A row over whether distinguished members of the legal profession should be forced to take sips from any liquids in their luggage when they arrive at court buildings is behind the latest Government approved national identity card scheme.
HM Courts and Tribunals Service (HMCTS) has announced a plan to extend pilots of a digital identity app developed by legal professional bodies to five more courts in England and Wales.
It has extended the pilots allowing identified lawyers to register for fast track entrance to Chester, Nottingham, St Albans and Swansea Crown courts, along with Portsmouth Combined Court.
The original scheme, launched in August, covered Brighton Magistrates’ Court, Maidstone Combined Court, Southwark Crown Court, Tameside Magistrates’ Court and Wood Green Crown Court in London.
As part of the scheme, the Bar Council has developed an app which displays a digital identity that can be scanned by court officers.
The HMCTS project grew out of a row over new security procedures introduced in courtrooms in August 2017. These required all visitors to pass through airport-style screening gates and to prove that drinks in bottles and coffee cups were genuine.
Furious reaction
Barristers and solicitors reacted with fury to being subjected to the controls. Professionally, they regard themselves as “officers of the court”.
To add insult to injury, the “sip test” on drinks coincided with catering facilities being withdrawn at many courts, meaning that hapless juniors have to publicly sample trays of drinks brought in from the local Costa.
Andrew Walker QC, chair of the bar, noted: “Few other professionals are required to waste time in lengthy queues and to pass through onerous and intrusive security checks every day simply in order to carry out their work.”
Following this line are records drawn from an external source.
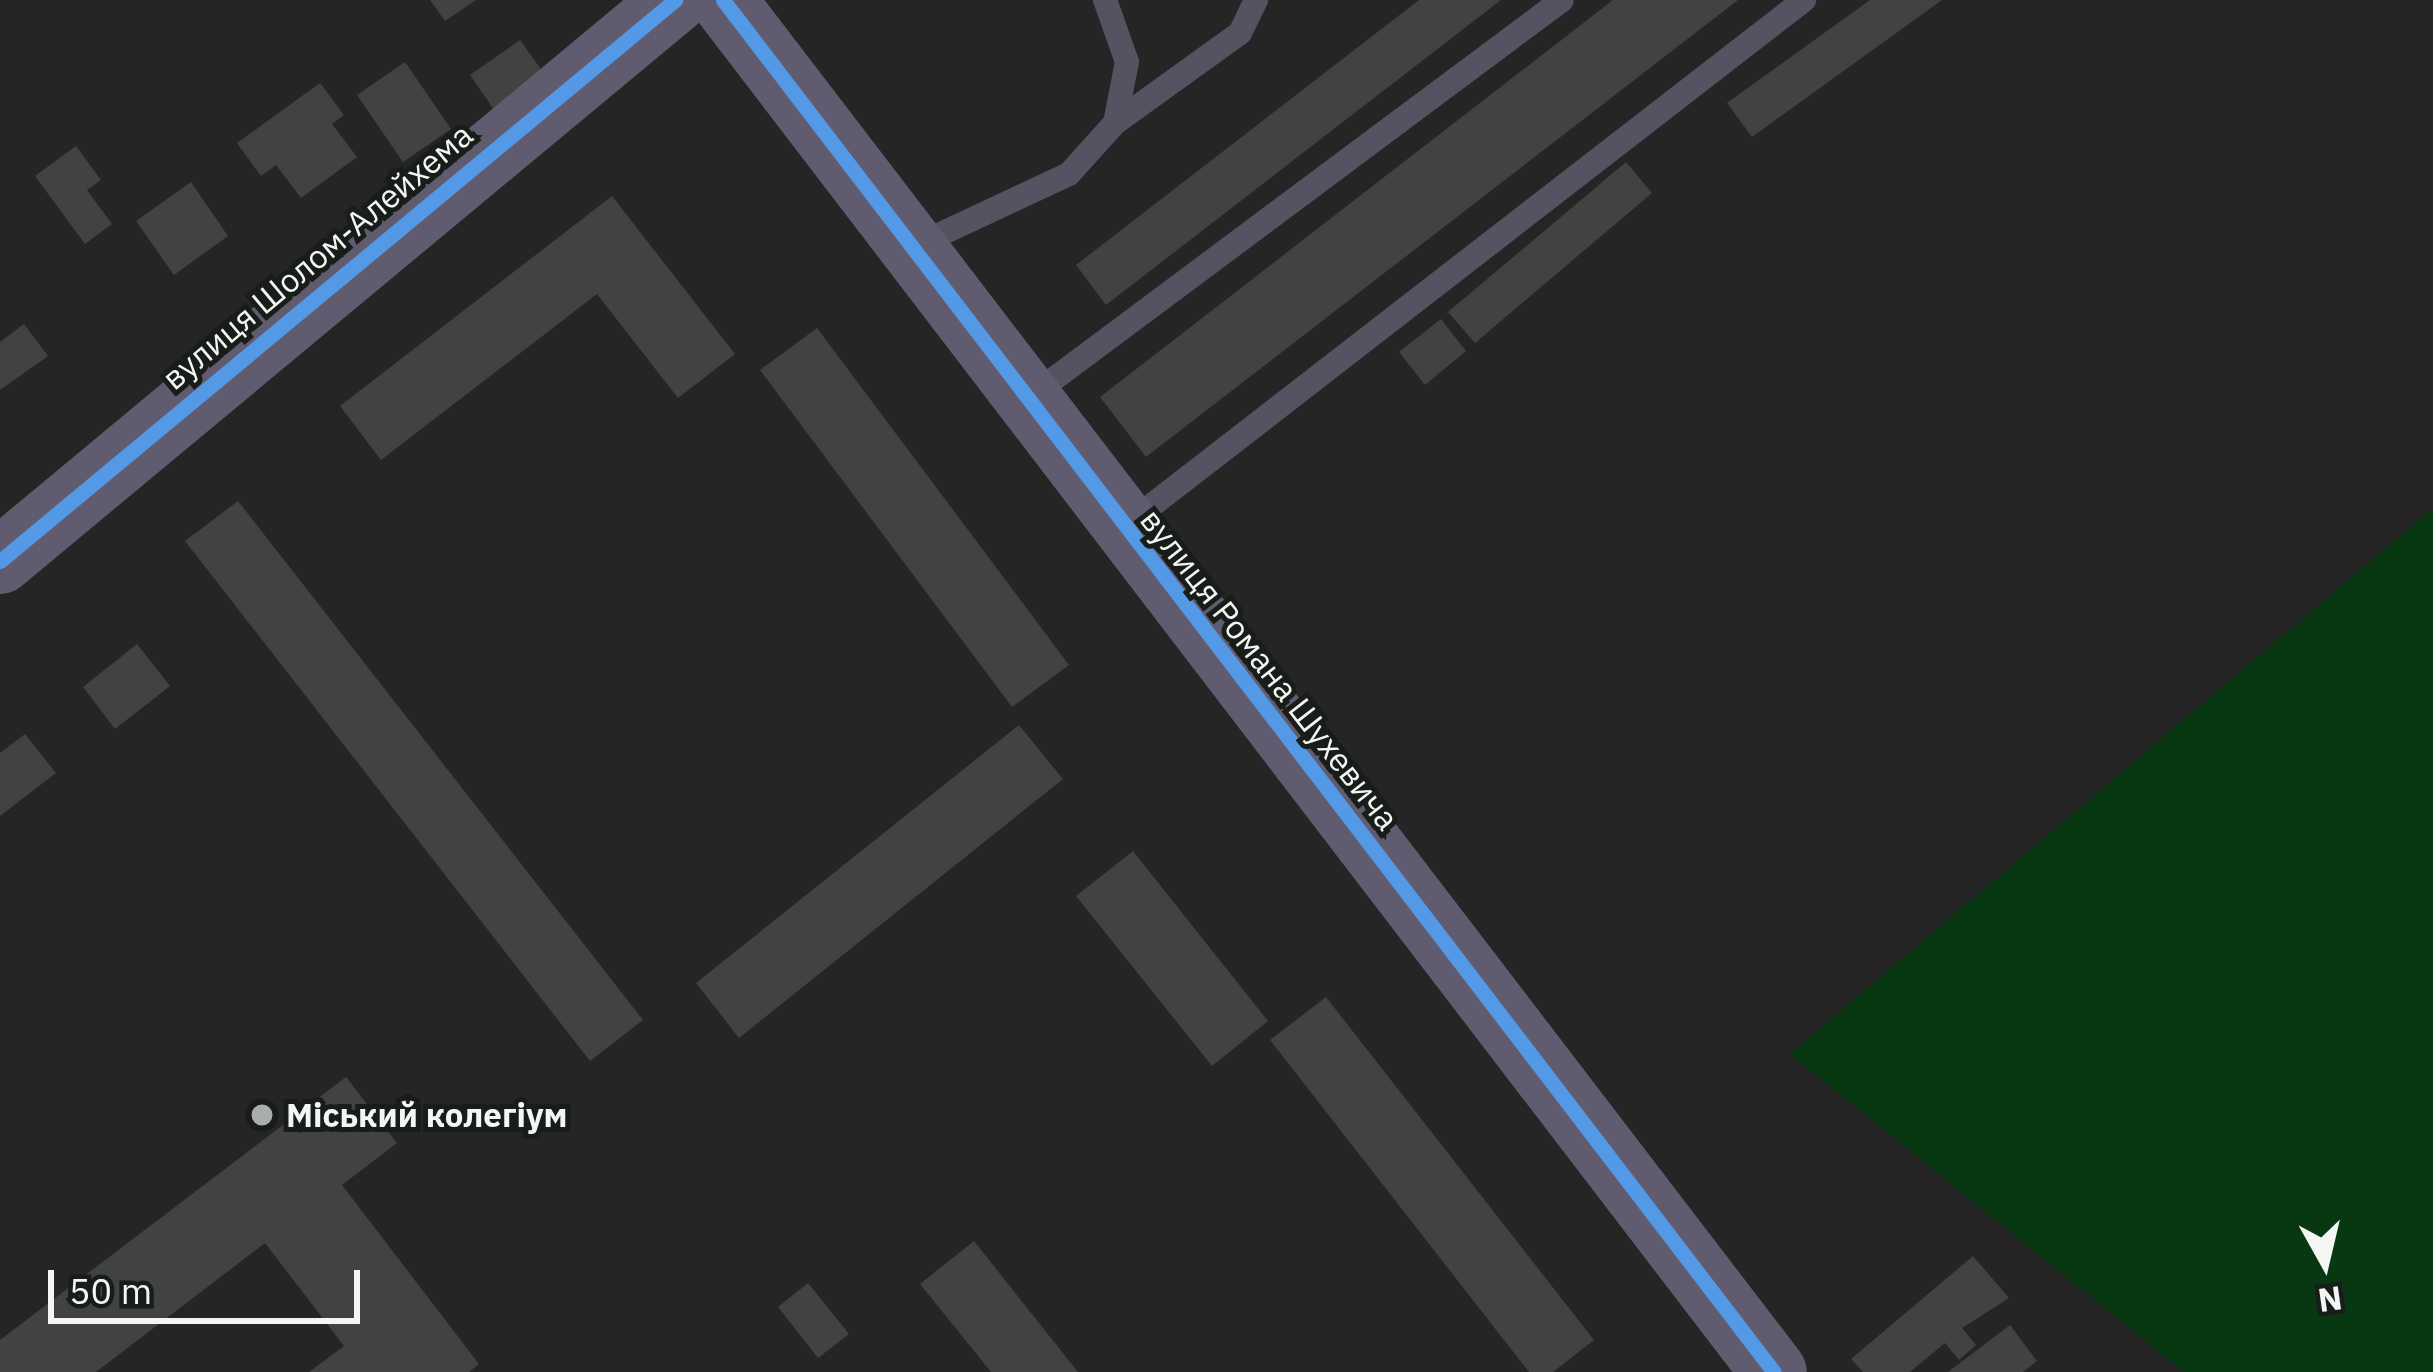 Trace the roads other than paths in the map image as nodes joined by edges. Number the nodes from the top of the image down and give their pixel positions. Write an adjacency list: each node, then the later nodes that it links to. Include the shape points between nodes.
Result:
1 (675, 0): 11 (street, вулиця Шолом-Алейхема)
2 (722, 0): 8 (street, вулиця Романа Шухевича)
3 (1105, 0): 7 (lane, via 1127,62)
4 (1256, 0): 7 (lane, via 1240,33)
5 (1562, 0): 9 (lane)
6 (1804, 0): 10 (lane)
7 (1115, 123): 8 (lane, via 1069,174)
8 (911, 248): 9 (street, вулиця Романа Шухевича)
9 (1029, 398): 10 (street, вулиця Романа Шухевича)
10 (1123, 528): 12 (street, вулиця Романа Шухевича)
11 (0, 561)
12 (1774, 1372)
Earlier this year the Bar Council and Law Society, representing barristers and solicitors respectively, persuaded the Ministry of Justice to allow properly identified professionals to bypass routine security checks (which would still be in courts handling terrorism or serious organised crime trials).
Ironically, the ID scheme is coming into use as the UK leaves the EU - which for decades has sponsored a lawyers’ identity infrastructure that was spurned by British jurisdictions.
Stoking suspicion
The row – which has added to the climate of suspicion between the Government and legal professions over court reforms and legal aid cuts – might have been avoided if UK bodies had signed up to the EU scheme to issue identities to lawyers.
In accordance with the STORK (Secure Identity Across Borders) programme, the Council of Bar Associations of Europe has issued an identity card since 1978. Among other uses, it accredits the holder to the Court of Justice of European Union in Luxembourg.
But neither the Ministry of Justice nor the legal professional bodies in England and Wales saw any need to issue official identities to lawyers.